Material for this task section start
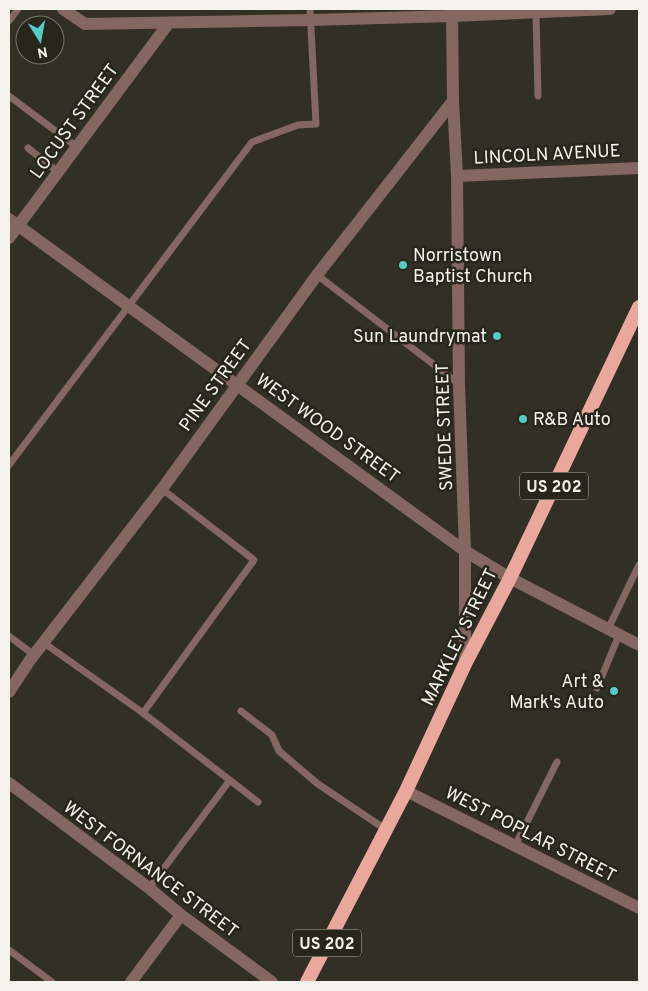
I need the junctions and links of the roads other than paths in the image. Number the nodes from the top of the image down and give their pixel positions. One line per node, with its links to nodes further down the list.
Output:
1 (18, 9): 7 (lane)
2 (64, 9): 8 (street)
3 (603, 9): 5 (street)
4 (453, 12): 5 (street); 6 (street); 11 (street, SWEDE STREET)
5 (536, 13): 10 (lane)
6 (310, 15): 8 (street); 20 (lane)
7 (9, 22)
8 (168, 24): 12 (street, LOCUST STREET)
9 (9, 96): 12 (lane)
10 (538, 96)
11 (453, 101): 16 (street, SWEDE STREET); 19 (street, PINE STREET)
12 (77, 147): 15 (street, LOCUST STREET)
13 (28, 148): 15 (lane)
14 (639, 168): 16 (street, LINCOLN AVENUE)
15 (58, 172): 17 (street, LOCUST STREET)
16 (457, 176): 23 (street, SWEDE STREET)
17 (14, 222): 18 (street, LOCUST STREET); 20 (street, WEST WOOD STREET)
18 (9, 238)
19 (317, 275): 22 (street, PINE STREET); 23 (lane)
20 (129, 306): 22 (street, WEST WOOD STREET); 24 (lane)
21 (639, 307): 28 (highway, MARKLEY STREET / US 202)
22 (238, 384): 25 (street, PINE STREET); 26 (street, WEST WOOD STREET)
23 (459, 384): 26 (street, SWEDE STREET)
24 (9, 465)
25 (162, 489): 31 (street, PINE STREET); 38 (lane)
26 (465, 551): 28 (street, WEST WOOD STREET); 34 (street, SWEDE STREET)
27 (639, 565): 29 (lane)
28 (510, 578): 29 (street, WEST WOOD STREET); 34 (highway, MARKLEY STREET / US 202)
29 (613, 632): 32 (street, WEST WOOD STREET); 35 (lane)
30 (9, 636): 33 (lane)
31 (44, 643): 33 (street, PINE STREET); 38 (lane)
32 (639, 645)
33 (34, 655): 36 (street, PINE STREET)
34 (465, 664): 42 (highway, MARKLEY STREET / US 202)
35 (596, 688)
36 (9, 692)
37 (242, 711): 44 (lane)
38 (143, 713): 40 (lane)
39 (557, 762): 45 (lane)
40 (230, 780): 43 (lane); 46 (lane)
41 (9, 783): 46 (street, WEST FORNANCE STREET)
42 (406, 791): 44 (highway, MARKLEY STREET / US 202); 45 (street, WEST POPLAR STREET)
43 (258, 802)
44 (385, 829): 53 (highway, MARKLEY STREET / US 202)
45 (516, 846): 47 (street, WEST POPLAR STREET)
46 (149, 888): 48 (street, WEST FORNANCE STREET)
47 (639, 908)
48 (181, 915): 51 (street); 52 (street, WEST FORNANCE STREET)
49 (9, 950): 50 (lane)
50 (52, 982)
51 (131, 982)
52 (272, 982)
53 (307, 982)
Material for this task section end
→ **What is required**: Restate the entries above word for word, minus the pictures.

→ **Worked solution**:
I need the junctions and links of the roads other than paths in the image. Number the nodes from the top of the image down and give their pixel positions. One line per node, with its links to nodes further down the list.
Output:
1 (18, 9): 7 (lane)
2 (64, 9): 8 (street)
3 (603, 9): 5 (street)
4 (453, 12): 5 (street); 6 (street); 11 (street, SWEDE STREET)
5 (536, 13): 10 (lane)
6 (310, 15): 8 (street); 20 (lane)
7 (9, 22)
8 (168, 24): 12 (street, LOCUST STREET)
9 (9, 96): 12 (lane)
10 (538, 96)
11 (453, 101): 16 (street, SWEDE STREET); 19 (street, PINE STREET)
12 (77, 147): 15 (street, LOCUST STREET)
13 (28, 148): 15 (lane)
14 (639, 168): 16 (street, LINCOLN AVENUE)
15 (58, 172): 17 (street, LOCUST STREET)
16 (457, 176): 23 (street, SWEDE STREET)
17 (14, 222): 18 (street, LOCUST STREET); 20 (street, WEST WOOD STREET)
18 (9, 238)
19 (317, 275): 22 (street, PINE STREET); 23 (lane)
20 (129, 306): 22 (street, WEST WOOD STREET); 24 (lane)
21 (639, 307): 28 (highway, MARKLEY STREET / US 202)
22 (238, 384): 25 (street, PINE STREET); 26 (street, WEST WOOD STREET)
23 (459, 384): 26 (street, SWEDE STREET)
24 (9, 465)
25 (162, 489): 31 (street, PINE STREET); 38 (lane)
26 (465, 551): 28 (street, WEST WOOD STREET); 34 (street, SWEDE STREET)
27 (639, 565): 29 (lane)
28 (510, 578): 29 (street, WEST WOOD STREET); 34 (highway, MARKLEY STREET / US 202)
29 (613, 632): 32 (street, WEST WOOD STREET); 35 (lane)
30 (9, 636): 33 (lane)
31 (44, 643): 33 (street, PINE STREET); 38 (lane)
32 (639, 645)
33 (34, 655): 36 (street, PINE STREET)
34 (465, 664): 42 (highway, MARKLEY STREET / US 202)
35 (596, 688)
36 (9, 692)
37 (242, 711): 44 (lane)
38 (143, 713): 40 (lane)
39 (557, 762): 45 (lane)
40 (230, 780): 43 (lane); 46 (lane)
41 (9, 783): 46 (street, WEST FORNANCE STREET)
42 (406, 791): 44 (highway, MARKLEY STREET / US 202); 45 (street, WEST POPLAR STREET)
43 (258, 802)
44 (385, 829): 53 (highway, MARKLEY STREET / US 202)
45 (516, 846): 47 (street, WEST POPLAR STREET)
46 (149, 888): 48 (street, WEST FORNANCE STREET)
47 (639, 908)
48 (181, 915): 51 (street); 52 (street, WEST FORNANCE STREET)
49 (9, 950): 50 (lane)
50 (52, 982)
51 (131, 982)
52 (272, 982)
53 (307, 982)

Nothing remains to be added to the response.